Reserve today, gone tomorrow
Bulldozing all opposition, the government of the northwestern Argentine province of Salta broke up a 20,000-hectare nature reserve into plots and auctioned them off to farming and ranching companies. Nearly 3,000 people living in the protected area of Pizarro created by the Salta government in 1995 will now have to relocate.
In March, the office of Governor Juan Carlos Romero sent a bill to the provincial legislature to change the legal status of the reserve and put it up for sale. The argument offered: urgent need for revenues to repave the province's roads. The government divided the reserve into seven plots and sold them to three different companies, which will clear the land to expand the agricultural frontier. Defending its move the government argues that Pizarro is a degraded reserve that has been plundered by the locals.

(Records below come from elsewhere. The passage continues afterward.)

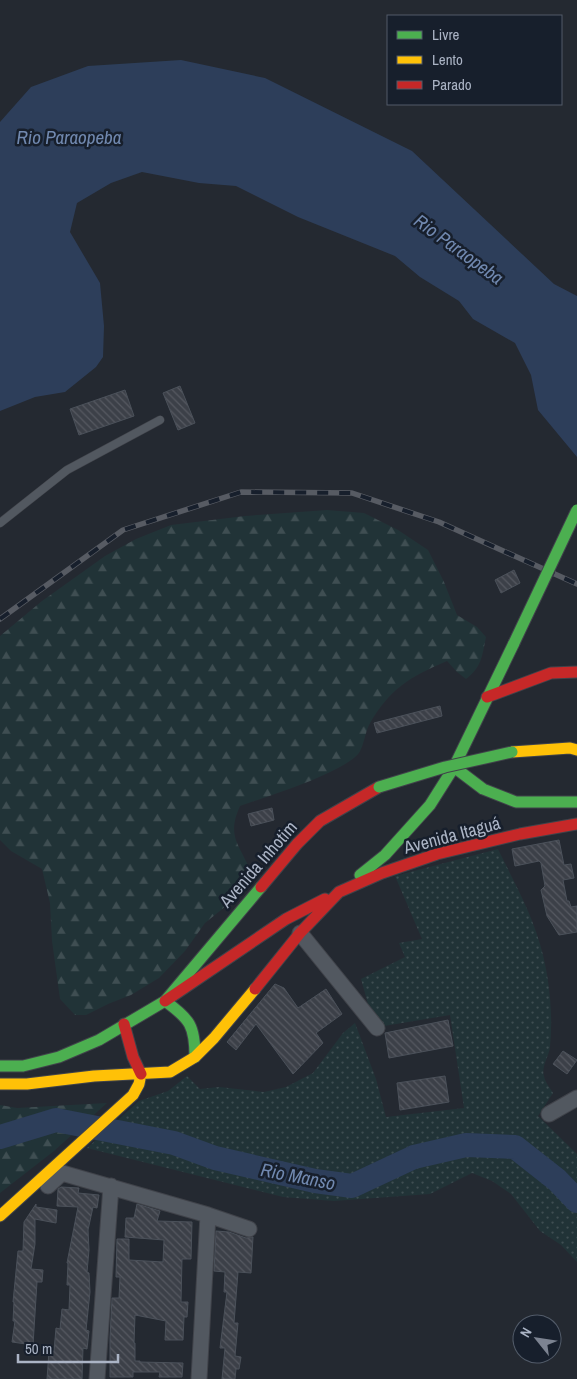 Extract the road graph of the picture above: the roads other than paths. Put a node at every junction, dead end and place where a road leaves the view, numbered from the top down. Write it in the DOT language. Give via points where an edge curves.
graph roads {
  1 [pos="160,420"];
  2 [pos="577,510"];
  3 [pos="0,522"];
  4 [pos="577,672"];
  5 [pos="487,697"];
  6 [pos="577,750"];
  7 [pos="454,767"];
  8 [pos="577,802"];
  9 [pos="577,823"];
  10 [pos="339,892"];
  11 [pos="300,933"];
  12 [pos="165,1001"];
  13 [pos="124,1024"];
  14 [pos="377,1028"];
  15 [pos="195,1057"];
  16 [pos="0,1066"];
  17 [pos="141,1074"];
  18 [pos="0,1084"];
  19 [pos="577,1098"];
  20 [pos="549,1114"];
  21 [pos="111,1186"];
  22 [pos="28,1190"];
  23 [pos="208,1214"];
  24 [pos="0,1216"];
  25 [pos="249,1229"];
  26 [pos="97,1379"];
  27 [pos="199,1379"];
  1 -- 3 [label="lane" via="67,470"];
  2 -- 5 [label="main road, bridge"];
  4 -- 5 [label="main road" via="551,674"];
  5 -- 7 [label="main road"];
  6 -- 12 [label="main road, Avenida Inhotim, bridge" via="512,752 445,767 379,787 320,821"];
  7 -- 8 [label="main road" via="483,789 517,806"];
  7 -- 10 [label="main road" via="409,830 385,855"];
  8 -- 9 [label="street"];
  9 -- 10 [label="main road, Avenida Itaguá" via="520,830 437,854"];
  10 -- 11 [label="main road"];
  10 -- 12 [label="main road" via="286,919"];
  11 -- 14 [label="street"];
  11 -- 15 [label="main road"];
  12 -- 13 [label="main road, Avenida Inhotim"];
  12 -- 15 [label="main road" via="191,1024 196,1037"];
  13 -- 16 [label="main road, Avenida Inhotim" via="100,1040 59,1057 23,1066"];
  13 -- 17 [label="main road"];
  15 -- 17 [label="main road" via="170,1072"];
  17 -- 18 [label="main road"];
  17 -- 22 [label="main road" via="132,1095"];
  19 -- 20 [label="street"];
  21 -- 22 [label="street" via="62,1173 43,1191"];
  21 -- 23 [label="street"];
  21 -- 26 [label="street"];
  22 -- 24 [label="main road"];
  23 -- 25 [label="street"];
  23 -- 27 [label="street"];
}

The communities living within the reserve and the people who use the forest resources have filed a petition invoking indigenous rights to land, participation in the management of natural resources and the right of all to live in a healthy environment. A court case to determine the legality of the sale was also underway, but the petition to halt the auction was denied. Legal claims filed by environmental groups are still awaiting rulings. These groups staged protests meets and demonstrations. "The national government has known for three months that the Pizarro reserve was going to be sold and did nothing to stop it,' said Emiliano Ezcurra, representative of environmental group Greenpeace-Argentina.